If I were to set up my cronjob like this it would work for as long as I stayed on that node version. The second I were to run nvm use <some node version> the absolute path to node in the crontab would be wrong and the script would fail.

That’s not sustainable.

I then reached for node-cron. Node-cron is a package that allows you to write a node job directly in your node script as opposed to crontab.

This solves one problem - you have access to a full shell environment, solving the node pathing issue.

It creates another problem though. For this to work as a regular crontab job would, the node script needs to be running…forever. Think of node-cron like a sophisticated setInterval - it needs to be in a process that is constantly running for it to work.

That’s also not sustainable. What if you close your terminal? The job dies with it.

To solve this problem, I reached for pm2.

pm2 is a sophisticated process manager for Node.js applications that allows you to keep processes alive forever. It even provides a nice GUI for the processes you have running (check out the link, it’s pretty cool).

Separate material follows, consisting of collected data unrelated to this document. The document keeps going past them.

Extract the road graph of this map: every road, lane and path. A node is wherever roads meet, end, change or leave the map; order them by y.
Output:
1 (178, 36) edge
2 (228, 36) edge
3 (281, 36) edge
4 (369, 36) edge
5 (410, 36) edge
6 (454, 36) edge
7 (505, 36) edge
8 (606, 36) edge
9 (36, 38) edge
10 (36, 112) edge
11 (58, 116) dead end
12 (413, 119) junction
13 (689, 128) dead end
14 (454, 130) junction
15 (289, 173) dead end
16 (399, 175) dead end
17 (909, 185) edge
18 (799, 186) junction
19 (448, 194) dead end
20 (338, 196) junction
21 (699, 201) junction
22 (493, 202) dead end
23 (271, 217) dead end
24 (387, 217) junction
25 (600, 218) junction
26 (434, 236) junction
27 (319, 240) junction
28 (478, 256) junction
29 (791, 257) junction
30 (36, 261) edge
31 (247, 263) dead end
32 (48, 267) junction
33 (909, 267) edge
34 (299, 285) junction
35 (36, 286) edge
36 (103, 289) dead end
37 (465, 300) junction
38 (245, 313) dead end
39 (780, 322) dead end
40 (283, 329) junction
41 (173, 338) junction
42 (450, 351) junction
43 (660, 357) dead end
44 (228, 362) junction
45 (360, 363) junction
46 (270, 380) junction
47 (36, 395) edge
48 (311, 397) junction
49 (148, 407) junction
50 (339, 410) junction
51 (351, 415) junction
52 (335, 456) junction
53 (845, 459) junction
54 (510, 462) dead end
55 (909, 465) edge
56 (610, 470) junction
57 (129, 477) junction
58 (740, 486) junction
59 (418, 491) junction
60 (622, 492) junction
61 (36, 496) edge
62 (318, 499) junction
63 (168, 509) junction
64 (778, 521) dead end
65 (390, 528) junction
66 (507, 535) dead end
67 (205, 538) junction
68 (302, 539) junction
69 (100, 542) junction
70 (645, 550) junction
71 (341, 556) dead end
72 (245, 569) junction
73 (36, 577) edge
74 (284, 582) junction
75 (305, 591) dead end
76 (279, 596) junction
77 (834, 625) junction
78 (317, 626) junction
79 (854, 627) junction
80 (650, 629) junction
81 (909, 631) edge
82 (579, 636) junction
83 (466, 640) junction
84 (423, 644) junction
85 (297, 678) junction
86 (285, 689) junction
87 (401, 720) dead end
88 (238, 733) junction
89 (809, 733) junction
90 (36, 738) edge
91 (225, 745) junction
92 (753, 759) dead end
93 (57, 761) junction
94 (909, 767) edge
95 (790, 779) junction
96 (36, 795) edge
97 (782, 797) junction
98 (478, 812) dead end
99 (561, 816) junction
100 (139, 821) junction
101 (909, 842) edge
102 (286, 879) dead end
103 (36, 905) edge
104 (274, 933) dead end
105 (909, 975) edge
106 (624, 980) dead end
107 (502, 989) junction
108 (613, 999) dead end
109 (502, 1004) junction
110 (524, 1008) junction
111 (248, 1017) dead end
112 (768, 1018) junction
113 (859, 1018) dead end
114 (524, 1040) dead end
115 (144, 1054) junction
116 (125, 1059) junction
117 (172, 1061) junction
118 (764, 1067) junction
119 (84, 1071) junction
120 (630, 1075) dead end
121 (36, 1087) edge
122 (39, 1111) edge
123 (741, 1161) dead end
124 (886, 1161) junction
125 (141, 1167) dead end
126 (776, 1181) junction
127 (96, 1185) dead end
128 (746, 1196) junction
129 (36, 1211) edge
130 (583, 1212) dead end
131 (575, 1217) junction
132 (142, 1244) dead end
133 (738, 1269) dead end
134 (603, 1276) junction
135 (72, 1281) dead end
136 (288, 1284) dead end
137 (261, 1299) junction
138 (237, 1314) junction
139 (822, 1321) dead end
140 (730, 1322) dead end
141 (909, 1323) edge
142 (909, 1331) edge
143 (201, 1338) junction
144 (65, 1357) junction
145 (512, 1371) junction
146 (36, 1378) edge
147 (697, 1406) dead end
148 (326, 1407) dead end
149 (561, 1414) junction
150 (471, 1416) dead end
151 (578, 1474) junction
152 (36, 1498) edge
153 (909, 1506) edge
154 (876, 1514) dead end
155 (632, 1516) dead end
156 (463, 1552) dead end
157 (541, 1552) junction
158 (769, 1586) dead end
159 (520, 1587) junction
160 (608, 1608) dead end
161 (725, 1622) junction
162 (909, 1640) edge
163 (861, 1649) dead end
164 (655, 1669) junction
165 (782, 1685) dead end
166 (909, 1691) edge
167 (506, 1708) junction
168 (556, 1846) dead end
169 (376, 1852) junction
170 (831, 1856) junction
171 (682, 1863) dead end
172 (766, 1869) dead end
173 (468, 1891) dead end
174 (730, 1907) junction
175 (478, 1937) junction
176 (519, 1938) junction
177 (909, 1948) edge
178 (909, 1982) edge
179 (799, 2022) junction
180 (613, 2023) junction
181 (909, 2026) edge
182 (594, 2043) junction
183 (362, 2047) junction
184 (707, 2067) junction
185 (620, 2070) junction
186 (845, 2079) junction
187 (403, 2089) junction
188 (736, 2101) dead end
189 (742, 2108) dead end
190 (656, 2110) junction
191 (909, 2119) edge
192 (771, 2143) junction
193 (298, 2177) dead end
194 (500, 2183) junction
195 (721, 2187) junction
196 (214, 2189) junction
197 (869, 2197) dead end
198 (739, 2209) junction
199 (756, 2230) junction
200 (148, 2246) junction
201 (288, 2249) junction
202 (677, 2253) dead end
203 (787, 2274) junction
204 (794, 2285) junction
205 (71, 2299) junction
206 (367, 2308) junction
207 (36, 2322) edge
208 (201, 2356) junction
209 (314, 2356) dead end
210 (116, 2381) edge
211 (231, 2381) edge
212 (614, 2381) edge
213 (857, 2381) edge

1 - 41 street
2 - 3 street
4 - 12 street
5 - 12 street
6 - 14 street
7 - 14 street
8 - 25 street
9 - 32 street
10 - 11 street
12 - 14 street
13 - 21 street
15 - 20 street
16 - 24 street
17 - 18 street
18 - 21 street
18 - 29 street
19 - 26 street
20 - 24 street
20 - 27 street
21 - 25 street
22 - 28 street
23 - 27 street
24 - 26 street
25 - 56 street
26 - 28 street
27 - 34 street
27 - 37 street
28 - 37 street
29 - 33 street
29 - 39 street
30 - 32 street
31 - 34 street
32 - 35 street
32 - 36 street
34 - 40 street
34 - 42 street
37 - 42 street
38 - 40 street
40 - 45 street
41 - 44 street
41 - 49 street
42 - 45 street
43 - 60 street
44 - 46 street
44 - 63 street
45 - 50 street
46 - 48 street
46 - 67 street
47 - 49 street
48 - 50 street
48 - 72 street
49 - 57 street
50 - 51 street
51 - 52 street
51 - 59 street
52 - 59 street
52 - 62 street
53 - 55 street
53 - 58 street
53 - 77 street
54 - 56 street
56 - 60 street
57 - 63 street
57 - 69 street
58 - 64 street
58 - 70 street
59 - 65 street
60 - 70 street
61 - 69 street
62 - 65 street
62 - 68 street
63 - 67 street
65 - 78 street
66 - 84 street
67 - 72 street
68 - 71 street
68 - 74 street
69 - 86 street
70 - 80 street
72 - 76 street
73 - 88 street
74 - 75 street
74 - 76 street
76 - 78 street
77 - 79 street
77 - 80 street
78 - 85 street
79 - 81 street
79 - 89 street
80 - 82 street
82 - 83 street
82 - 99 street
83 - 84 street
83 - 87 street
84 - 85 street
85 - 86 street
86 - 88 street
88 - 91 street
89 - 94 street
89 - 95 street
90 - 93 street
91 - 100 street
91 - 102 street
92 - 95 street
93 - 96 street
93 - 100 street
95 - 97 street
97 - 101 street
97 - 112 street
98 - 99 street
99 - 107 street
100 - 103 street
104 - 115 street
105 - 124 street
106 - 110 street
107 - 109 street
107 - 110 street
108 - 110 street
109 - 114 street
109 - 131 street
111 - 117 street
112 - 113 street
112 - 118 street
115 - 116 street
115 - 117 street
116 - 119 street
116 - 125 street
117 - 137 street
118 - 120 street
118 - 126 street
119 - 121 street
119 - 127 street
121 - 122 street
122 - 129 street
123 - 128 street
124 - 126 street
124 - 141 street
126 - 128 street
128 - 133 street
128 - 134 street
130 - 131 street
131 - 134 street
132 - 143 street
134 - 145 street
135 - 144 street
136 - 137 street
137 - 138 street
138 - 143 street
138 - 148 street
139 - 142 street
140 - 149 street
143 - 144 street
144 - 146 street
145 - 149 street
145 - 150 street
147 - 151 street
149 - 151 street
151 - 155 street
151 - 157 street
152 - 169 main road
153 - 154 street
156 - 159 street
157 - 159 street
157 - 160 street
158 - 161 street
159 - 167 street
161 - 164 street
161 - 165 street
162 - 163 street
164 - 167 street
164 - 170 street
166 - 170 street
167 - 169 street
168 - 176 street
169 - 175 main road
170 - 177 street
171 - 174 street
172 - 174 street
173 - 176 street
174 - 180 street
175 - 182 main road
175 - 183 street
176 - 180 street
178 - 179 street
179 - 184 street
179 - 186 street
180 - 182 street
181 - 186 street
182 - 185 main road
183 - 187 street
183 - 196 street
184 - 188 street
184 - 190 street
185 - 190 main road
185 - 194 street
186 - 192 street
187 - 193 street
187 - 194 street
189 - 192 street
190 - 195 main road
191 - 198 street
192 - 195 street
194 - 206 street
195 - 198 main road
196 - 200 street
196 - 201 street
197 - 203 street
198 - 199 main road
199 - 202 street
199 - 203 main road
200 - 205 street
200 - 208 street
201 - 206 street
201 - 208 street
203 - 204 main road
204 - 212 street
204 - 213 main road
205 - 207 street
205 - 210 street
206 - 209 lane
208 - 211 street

From here, things got very simple. I installed pm2, threw my script inside a node-cron function, and ran it with pm2.

The node script looked like this

cron.schedule('45 11 * * 1-5', () => {

and to kick off the process I ran pm2 start index.js in the project directory.

It worked! The job ran as expected. If my system ever restarts, the process will restart with it. If I ever want to end the process, it’s a one liner. The runScript() function now consistently runs at 11:45 every weekday under any circumstance (as long as my laptop is on).

There you go - instead of fighting with crontab or launchd, etc, just use node-cron and pm2. You’ll have your node script running in no time.